Há, em Pátria, o romance sobre o peso da ETA no País Basco, sangue, lágrimas, famílias destruídas, fúria, amores estragados e uma alegria própria da tragédia que é difícil de explicar. Neste novo romance de Aramburu, o regresso dos andorinhões, também há sangue, lágrimas, famílias destruídas e tudo o mais quanto se disse; o tom, no entanto, é muito diferente. A voz de Aramburu não muda muito; mas o que num lado é triste, no outro é lamechas, e o que num lado é trágico no outro é quase patético.

Este não é, entendamo-nos, um mau romance: Aramburu tem uma sensibilidade para as relações familiares difíceis que torna especial cada palavra sobre um casal divorciado, a tensão constante, os encontros carregados de uma história magoada, a sensação de um desperdício a que é impossível pôr fim, os subentendidos, as palavras por dizer – tudo aquilo que concilia o romance com a lucidez e com a verdade impede-nos de ver neste um mau romance.

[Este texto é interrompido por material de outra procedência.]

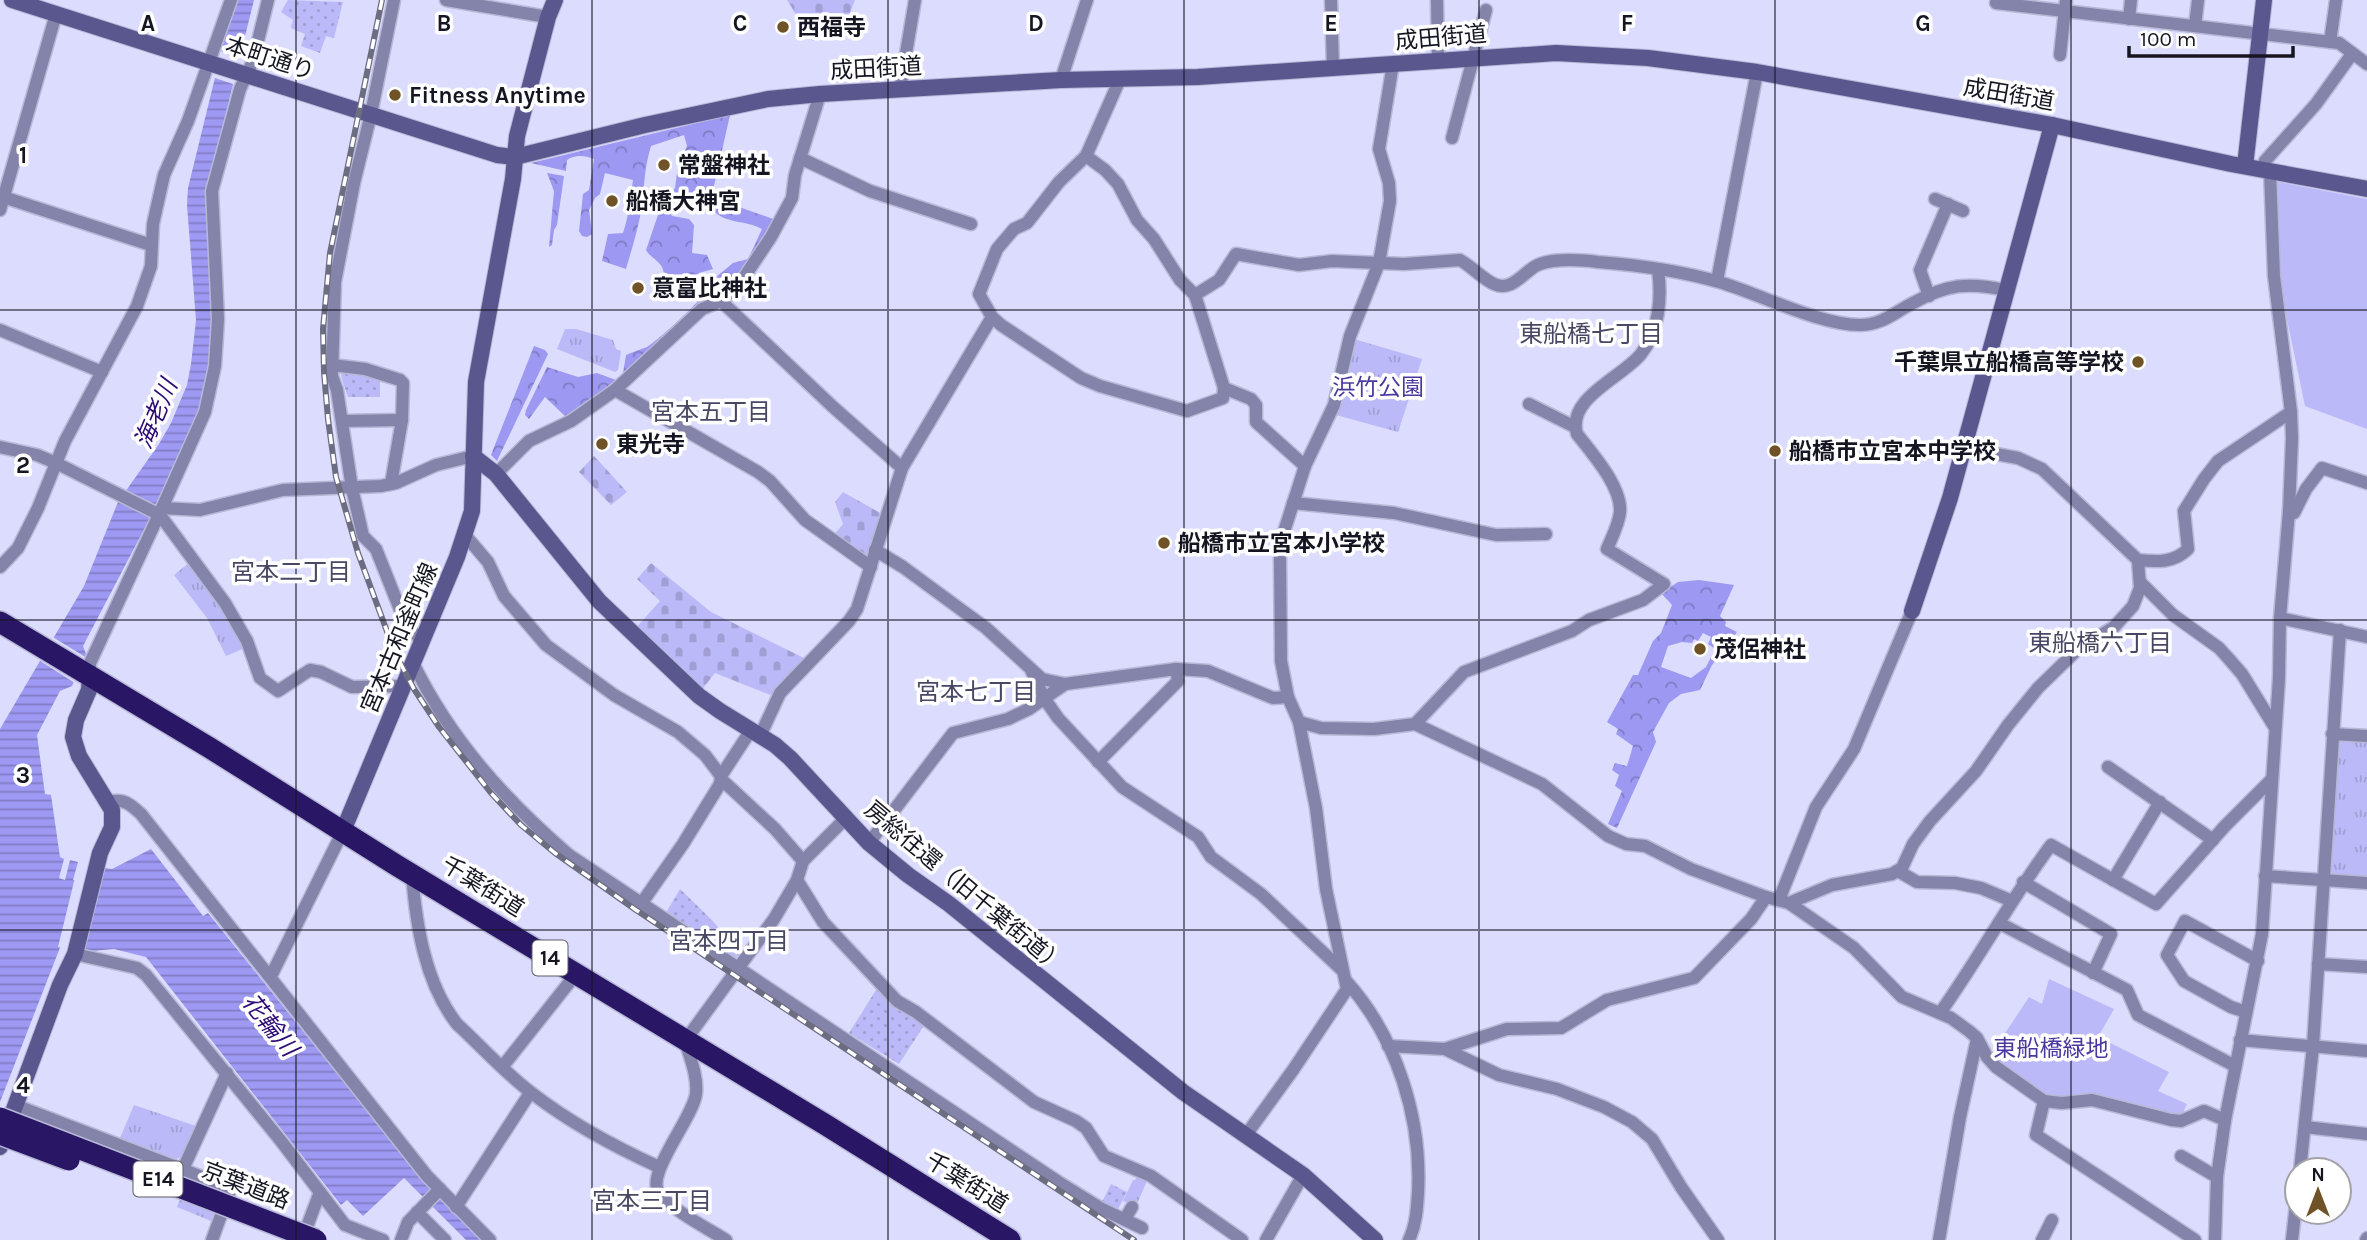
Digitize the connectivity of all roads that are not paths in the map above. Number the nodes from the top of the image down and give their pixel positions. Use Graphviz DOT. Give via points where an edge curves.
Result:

O Regresso dos Andorinhões, contudo, prova que um romance não pode ser feito apenas das suas partes boas. Há uma ideia diretora que contamina tudo aquilo que está escrito e que determina a toada do livro. E, neste caso, a premissa não está à altura do seu desenvolvimento. Há muitos casos de autores que escolhem temas para os quais não têm unhas; com Aramburu passa-se o contrário – usa garras de leão para arranhar sofás e, por muito que admiremos a força de algumas das patadas, é impossível esquecer que o autor teria estofo para mais do que rebentar uns quantos deles.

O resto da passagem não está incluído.